New York Times energy reporter John Broder, who is notoriously receptive to climate-change hysteria and dismissive of skeptical arguments, played defense for President Obama in Tuesday's "Obama Energy Policies Differ From Romney's Portrayal." The online headline is harsher: "Romney Misleads on Obama and Energy Prices." But did he really?
Note: The link goes to an online version of the story that is significantly altered from the story that appeared in print Tuesday morning, from which this text comes:
In a television interview on Sunday and a Web video released on Monday, Mitt Romney said that President Obama has sought higher gasoline and energy prices and called on the president to dismiss three cabinet officers Mr. Romney claims have abetted him.
But the assertion is largely unsubstantiated or misleading, as are other statements Mr. Romney has made in recent days about Obama administration policies.
On Fox News on Sunday, Mr. Romney said of Mr. Obama, “Well, there’s no question that when he ran for office, he said he wanted to see gasoline prices go up.”
The Romney campaign did not provide any documentation for the charge, but it appears to have arisen from a June 2008 interview then-Senator Obama did with CNBC, when gasoline prices of about $4 a gallon were a huge political issue, as they are now. In that interview, Mr. Obama said prices had risen too quickly, putting strain on the finances of many families. He did not endorse high prices.

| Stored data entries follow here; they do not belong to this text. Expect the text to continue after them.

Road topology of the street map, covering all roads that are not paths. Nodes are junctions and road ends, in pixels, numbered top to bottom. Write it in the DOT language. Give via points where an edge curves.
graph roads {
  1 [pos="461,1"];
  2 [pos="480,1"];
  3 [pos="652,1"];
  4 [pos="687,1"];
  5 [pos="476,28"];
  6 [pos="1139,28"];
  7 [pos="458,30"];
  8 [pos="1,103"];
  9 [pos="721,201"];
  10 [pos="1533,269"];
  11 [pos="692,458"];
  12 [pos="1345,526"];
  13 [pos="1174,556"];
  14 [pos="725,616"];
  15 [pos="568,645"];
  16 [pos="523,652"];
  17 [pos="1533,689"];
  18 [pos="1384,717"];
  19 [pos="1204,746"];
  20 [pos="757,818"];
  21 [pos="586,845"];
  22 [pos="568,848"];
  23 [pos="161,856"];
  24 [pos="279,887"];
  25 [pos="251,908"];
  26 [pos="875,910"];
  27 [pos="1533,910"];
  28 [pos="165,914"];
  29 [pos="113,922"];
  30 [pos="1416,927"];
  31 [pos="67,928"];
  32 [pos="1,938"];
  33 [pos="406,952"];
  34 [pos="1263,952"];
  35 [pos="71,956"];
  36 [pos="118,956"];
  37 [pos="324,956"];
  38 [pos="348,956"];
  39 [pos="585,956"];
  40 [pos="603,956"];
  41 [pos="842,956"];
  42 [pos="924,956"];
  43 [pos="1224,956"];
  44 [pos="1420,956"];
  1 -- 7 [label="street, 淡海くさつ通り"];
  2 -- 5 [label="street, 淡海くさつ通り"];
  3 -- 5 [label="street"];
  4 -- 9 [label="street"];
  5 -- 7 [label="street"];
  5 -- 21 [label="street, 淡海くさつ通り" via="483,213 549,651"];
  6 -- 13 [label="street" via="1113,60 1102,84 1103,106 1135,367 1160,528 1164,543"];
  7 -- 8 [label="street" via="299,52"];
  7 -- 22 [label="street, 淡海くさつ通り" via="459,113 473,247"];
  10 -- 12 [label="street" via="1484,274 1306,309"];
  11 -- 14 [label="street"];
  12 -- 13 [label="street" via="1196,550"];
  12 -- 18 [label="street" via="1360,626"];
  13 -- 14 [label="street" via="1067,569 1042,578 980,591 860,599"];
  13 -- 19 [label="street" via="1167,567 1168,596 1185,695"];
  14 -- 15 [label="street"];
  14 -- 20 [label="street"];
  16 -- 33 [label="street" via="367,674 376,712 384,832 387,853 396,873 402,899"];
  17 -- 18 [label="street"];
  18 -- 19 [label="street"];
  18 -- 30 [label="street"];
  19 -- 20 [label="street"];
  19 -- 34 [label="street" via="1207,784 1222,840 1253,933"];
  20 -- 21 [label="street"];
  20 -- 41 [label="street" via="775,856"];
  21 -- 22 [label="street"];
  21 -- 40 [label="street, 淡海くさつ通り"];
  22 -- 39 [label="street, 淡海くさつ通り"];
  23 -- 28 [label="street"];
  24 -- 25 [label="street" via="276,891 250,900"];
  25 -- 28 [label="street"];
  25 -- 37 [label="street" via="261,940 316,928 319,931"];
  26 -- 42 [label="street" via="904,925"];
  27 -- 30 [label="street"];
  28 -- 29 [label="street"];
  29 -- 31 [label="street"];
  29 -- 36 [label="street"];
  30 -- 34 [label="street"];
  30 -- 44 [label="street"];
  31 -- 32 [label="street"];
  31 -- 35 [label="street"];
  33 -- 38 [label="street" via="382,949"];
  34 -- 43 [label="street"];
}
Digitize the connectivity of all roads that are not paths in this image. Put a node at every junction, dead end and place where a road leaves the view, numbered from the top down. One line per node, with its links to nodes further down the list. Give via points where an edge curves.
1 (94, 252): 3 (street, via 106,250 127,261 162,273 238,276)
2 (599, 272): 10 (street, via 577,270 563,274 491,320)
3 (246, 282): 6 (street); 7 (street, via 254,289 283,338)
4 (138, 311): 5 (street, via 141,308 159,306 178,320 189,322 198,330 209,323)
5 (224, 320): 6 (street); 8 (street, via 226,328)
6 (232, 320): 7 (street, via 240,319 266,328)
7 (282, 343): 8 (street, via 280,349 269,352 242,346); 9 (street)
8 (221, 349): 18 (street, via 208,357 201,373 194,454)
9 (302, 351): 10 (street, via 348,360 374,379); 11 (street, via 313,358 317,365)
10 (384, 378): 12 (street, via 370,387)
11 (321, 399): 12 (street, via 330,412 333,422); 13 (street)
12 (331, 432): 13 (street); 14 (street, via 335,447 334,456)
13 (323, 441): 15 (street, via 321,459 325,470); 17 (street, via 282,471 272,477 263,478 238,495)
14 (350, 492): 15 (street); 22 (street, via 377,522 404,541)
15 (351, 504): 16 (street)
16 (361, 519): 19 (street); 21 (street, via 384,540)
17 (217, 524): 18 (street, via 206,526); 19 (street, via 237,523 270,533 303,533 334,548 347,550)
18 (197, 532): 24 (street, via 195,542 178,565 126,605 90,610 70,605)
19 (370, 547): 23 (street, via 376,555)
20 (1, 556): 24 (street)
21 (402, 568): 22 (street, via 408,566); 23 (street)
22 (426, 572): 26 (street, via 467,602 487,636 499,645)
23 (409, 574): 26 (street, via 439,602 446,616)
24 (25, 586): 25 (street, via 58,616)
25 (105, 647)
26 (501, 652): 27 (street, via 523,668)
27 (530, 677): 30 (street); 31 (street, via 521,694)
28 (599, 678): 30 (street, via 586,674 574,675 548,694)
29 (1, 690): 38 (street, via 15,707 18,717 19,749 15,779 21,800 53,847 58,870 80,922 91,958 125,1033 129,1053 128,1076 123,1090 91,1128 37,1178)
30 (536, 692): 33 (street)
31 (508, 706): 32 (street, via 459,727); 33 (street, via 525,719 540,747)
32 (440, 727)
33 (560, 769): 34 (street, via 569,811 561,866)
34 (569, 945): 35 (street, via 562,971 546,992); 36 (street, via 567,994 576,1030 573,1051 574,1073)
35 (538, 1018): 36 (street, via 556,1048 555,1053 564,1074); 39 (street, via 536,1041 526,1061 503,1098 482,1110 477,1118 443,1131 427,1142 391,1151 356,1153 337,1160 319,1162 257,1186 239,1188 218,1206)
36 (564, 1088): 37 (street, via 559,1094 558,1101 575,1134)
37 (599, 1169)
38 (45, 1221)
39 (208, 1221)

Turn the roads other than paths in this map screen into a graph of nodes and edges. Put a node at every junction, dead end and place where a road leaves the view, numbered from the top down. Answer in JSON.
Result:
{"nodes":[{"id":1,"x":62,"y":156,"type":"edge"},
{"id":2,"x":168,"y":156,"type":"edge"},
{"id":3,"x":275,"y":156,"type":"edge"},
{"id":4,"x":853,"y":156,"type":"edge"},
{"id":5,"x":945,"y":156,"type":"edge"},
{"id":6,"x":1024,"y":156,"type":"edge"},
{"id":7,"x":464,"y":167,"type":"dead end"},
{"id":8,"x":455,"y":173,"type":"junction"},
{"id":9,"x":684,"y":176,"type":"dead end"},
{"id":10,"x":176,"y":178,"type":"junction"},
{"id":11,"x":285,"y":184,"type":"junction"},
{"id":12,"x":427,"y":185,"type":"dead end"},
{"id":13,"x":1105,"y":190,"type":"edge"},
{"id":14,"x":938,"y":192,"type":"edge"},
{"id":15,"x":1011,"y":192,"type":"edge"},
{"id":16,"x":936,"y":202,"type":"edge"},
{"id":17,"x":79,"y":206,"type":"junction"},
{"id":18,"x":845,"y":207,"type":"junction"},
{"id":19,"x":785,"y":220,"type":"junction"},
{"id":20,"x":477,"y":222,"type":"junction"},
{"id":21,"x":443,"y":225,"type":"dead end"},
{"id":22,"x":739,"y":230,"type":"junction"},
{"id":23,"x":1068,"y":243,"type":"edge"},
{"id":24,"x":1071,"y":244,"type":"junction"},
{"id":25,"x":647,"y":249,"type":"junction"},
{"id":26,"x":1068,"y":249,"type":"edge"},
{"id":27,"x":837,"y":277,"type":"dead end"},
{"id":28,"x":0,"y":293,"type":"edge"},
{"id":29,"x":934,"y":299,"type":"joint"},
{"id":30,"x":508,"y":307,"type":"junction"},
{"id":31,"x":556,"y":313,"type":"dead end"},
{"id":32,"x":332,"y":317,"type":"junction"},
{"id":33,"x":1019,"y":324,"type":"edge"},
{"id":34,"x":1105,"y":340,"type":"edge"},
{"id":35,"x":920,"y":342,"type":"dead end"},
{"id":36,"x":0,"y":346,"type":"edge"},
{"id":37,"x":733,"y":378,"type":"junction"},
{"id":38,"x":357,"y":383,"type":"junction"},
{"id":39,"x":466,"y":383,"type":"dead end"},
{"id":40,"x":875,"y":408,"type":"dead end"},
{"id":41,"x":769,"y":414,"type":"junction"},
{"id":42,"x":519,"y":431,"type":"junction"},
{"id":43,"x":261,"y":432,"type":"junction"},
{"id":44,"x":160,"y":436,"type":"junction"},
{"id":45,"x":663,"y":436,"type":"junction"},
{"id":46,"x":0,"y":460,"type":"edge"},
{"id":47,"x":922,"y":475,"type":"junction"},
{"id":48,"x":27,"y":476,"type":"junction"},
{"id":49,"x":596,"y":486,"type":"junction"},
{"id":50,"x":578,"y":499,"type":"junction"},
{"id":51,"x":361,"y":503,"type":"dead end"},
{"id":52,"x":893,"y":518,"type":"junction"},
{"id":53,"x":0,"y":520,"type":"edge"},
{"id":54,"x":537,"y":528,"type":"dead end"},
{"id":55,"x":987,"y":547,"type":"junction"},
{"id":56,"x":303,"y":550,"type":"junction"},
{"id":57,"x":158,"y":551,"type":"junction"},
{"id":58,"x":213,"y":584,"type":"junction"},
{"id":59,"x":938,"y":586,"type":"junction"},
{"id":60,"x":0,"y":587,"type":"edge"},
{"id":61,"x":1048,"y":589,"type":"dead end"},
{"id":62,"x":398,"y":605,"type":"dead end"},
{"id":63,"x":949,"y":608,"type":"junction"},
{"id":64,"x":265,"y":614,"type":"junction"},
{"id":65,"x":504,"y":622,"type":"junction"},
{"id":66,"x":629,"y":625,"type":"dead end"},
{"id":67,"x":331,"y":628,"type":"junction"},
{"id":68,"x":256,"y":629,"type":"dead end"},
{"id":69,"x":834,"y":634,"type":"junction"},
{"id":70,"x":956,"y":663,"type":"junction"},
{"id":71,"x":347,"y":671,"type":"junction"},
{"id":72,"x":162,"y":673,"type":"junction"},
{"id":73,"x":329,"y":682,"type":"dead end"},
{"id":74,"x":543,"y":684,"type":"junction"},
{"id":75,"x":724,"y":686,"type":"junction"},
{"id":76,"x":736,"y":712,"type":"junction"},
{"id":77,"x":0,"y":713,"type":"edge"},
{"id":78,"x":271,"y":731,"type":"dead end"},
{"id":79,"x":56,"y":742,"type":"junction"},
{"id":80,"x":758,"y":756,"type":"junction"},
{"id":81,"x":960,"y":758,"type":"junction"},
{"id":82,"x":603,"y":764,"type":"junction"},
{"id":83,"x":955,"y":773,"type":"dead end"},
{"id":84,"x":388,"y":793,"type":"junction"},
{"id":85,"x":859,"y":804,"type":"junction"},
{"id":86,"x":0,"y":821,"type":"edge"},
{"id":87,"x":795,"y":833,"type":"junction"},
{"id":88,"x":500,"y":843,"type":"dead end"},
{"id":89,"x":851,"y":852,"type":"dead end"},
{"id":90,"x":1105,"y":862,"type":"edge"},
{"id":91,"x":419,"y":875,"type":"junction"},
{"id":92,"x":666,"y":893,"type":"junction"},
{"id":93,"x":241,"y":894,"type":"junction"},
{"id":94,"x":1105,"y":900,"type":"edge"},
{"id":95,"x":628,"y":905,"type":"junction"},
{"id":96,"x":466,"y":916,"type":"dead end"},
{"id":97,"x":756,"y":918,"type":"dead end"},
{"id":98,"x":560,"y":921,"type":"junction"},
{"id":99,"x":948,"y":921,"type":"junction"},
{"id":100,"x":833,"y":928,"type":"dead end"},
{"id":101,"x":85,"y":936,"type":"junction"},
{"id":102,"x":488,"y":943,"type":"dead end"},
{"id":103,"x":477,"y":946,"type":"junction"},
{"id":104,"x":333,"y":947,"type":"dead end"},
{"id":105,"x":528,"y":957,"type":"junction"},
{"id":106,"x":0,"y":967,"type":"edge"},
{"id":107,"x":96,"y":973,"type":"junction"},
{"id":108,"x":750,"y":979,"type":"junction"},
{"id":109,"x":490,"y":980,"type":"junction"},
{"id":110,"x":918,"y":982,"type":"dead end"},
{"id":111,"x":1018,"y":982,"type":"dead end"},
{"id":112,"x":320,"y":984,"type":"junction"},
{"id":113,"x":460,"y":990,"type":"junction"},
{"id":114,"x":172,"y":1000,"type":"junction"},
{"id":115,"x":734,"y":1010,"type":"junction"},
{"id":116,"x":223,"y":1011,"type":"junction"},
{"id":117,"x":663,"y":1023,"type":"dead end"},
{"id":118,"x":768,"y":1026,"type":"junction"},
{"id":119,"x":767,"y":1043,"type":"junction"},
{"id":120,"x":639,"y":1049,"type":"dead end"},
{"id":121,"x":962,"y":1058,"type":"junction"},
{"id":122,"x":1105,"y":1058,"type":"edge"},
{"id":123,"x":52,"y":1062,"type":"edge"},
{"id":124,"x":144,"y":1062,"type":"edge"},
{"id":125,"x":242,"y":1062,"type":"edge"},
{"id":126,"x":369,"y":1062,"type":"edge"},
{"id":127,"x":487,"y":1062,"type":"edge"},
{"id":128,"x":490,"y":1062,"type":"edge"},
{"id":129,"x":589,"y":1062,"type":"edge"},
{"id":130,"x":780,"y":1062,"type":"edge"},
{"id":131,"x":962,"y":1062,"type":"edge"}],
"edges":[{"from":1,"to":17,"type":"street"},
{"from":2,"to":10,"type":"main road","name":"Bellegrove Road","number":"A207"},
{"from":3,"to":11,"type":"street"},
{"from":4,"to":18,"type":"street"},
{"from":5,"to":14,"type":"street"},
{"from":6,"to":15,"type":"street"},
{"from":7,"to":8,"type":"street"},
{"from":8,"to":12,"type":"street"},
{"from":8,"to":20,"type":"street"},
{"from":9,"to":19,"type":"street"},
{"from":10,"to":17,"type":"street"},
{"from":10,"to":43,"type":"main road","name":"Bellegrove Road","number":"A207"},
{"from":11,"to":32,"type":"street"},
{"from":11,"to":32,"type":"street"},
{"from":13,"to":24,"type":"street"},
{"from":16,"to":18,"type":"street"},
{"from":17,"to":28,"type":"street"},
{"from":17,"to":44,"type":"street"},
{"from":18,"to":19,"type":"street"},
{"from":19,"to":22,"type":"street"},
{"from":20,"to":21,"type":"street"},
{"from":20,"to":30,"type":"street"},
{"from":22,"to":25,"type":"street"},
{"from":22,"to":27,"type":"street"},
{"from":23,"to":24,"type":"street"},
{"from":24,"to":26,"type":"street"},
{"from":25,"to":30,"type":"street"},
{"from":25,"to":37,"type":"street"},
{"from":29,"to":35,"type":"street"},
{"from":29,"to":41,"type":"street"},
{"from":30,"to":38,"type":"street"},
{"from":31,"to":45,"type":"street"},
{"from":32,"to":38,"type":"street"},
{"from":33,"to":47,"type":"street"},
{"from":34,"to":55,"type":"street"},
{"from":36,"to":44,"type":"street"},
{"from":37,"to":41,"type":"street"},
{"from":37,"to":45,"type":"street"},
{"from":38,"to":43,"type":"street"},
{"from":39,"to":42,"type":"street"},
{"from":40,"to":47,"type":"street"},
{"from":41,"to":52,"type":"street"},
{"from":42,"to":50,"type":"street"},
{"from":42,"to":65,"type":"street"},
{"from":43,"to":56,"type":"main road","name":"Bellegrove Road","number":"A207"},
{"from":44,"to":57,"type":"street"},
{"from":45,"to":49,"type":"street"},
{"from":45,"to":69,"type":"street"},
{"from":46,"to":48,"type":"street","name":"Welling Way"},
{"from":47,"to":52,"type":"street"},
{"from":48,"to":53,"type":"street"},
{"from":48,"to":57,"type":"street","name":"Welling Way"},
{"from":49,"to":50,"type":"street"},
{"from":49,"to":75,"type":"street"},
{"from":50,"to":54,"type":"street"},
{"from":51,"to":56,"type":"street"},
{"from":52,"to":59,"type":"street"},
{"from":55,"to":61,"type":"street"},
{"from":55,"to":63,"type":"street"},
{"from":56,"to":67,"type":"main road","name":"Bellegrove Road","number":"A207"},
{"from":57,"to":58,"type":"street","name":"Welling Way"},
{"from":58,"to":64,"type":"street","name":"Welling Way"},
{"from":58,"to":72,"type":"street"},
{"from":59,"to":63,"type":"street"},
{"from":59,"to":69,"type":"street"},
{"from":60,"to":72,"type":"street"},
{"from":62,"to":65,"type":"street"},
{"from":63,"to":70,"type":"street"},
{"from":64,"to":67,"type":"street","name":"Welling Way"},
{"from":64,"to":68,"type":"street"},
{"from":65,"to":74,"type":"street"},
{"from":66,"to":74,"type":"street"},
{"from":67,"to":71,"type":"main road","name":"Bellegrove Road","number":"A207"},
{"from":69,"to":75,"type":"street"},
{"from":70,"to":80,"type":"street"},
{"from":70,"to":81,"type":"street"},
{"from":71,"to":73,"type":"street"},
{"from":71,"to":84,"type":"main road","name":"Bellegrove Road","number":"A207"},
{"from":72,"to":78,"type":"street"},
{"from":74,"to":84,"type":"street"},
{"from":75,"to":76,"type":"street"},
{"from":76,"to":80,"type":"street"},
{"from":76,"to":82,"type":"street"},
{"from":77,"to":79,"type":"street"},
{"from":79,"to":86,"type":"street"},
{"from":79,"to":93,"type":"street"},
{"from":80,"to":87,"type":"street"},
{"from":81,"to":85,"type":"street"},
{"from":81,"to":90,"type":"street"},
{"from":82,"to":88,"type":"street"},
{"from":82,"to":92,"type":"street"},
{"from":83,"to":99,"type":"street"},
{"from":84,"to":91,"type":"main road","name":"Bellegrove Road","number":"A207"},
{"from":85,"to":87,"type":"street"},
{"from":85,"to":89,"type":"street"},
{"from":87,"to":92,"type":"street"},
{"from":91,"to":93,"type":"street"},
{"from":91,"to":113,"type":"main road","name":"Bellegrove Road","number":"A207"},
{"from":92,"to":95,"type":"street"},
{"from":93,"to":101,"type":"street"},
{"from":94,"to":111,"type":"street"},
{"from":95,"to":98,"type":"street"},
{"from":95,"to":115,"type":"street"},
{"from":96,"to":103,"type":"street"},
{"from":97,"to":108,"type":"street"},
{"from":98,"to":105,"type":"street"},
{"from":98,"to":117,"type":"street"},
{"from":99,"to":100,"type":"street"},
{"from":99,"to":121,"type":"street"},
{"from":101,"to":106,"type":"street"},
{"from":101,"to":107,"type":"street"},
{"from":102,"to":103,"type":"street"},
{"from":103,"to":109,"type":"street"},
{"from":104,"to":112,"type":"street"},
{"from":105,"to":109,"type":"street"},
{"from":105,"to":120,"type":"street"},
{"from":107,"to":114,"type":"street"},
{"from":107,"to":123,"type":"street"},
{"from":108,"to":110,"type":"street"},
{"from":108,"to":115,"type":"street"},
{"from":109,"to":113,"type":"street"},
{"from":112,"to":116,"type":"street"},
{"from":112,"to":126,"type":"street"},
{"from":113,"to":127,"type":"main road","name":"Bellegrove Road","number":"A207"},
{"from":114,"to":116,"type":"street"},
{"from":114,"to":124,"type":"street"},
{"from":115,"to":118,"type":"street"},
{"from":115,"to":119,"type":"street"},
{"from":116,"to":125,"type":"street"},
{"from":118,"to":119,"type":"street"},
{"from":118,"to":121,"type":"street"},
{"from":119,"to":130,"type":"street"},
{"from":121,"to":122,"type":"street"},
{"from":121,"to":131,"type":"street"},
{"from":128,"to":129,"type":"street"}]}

“I think that I would have preferred a gradual adjustment,” Mr. Obama said. “The fact that this is such a shock to American pocketbooks is not a good thing. But if we take some steps right now to help people make the adjustment, first of all by putting more money into their pockets, but also by encouraging the market to adapt to these new circumstances more quickly, particularly U.S. automakers, then I think ultimately, we can come out of this stronger and have a more efficient energy policy than we do right now.”
But there's nothing there or in the next citation that refutes the idea Obama wanted prices to go higher, merely that he "would have preferred a gradual adjustment."
Mr. Romney also cited a comment from a 2008 interview in which Mr. Obama said that under a strict cap-and-trade program to address climate change, energy prices would “necessarily skyrocket.” After becoming president, Mr. Obama endorsed a House Democratic climate-change bill that contained numerous provisions to limit the costs to consumers.
But the MRC's Brent Baker found a more-to-the-point clip from 2007 that Broder passed over, in which candidate Obama predicted "I think it is important for us to send some price signals, to change behavior" and that “it's not going to be painless....a lot of us who can afford are going to have to pay more per unit of electricity” to cover the higher cost of “green” energy production.
Broder reluctantly admitted that Obama's energy secretary did want gas prices to rise to European levels, but still gave him cover:
Steven Chu, the energy secretary, did say in 2008 – before he was nominated to the cabinet – that gasoline prices in the United States should rise to the levels of Europe (about $8 a gallon) to encourage conservation and alternative transport. But Mr. Chu edged away from that comment in his confirmation hearings and disavowed it entirely last week.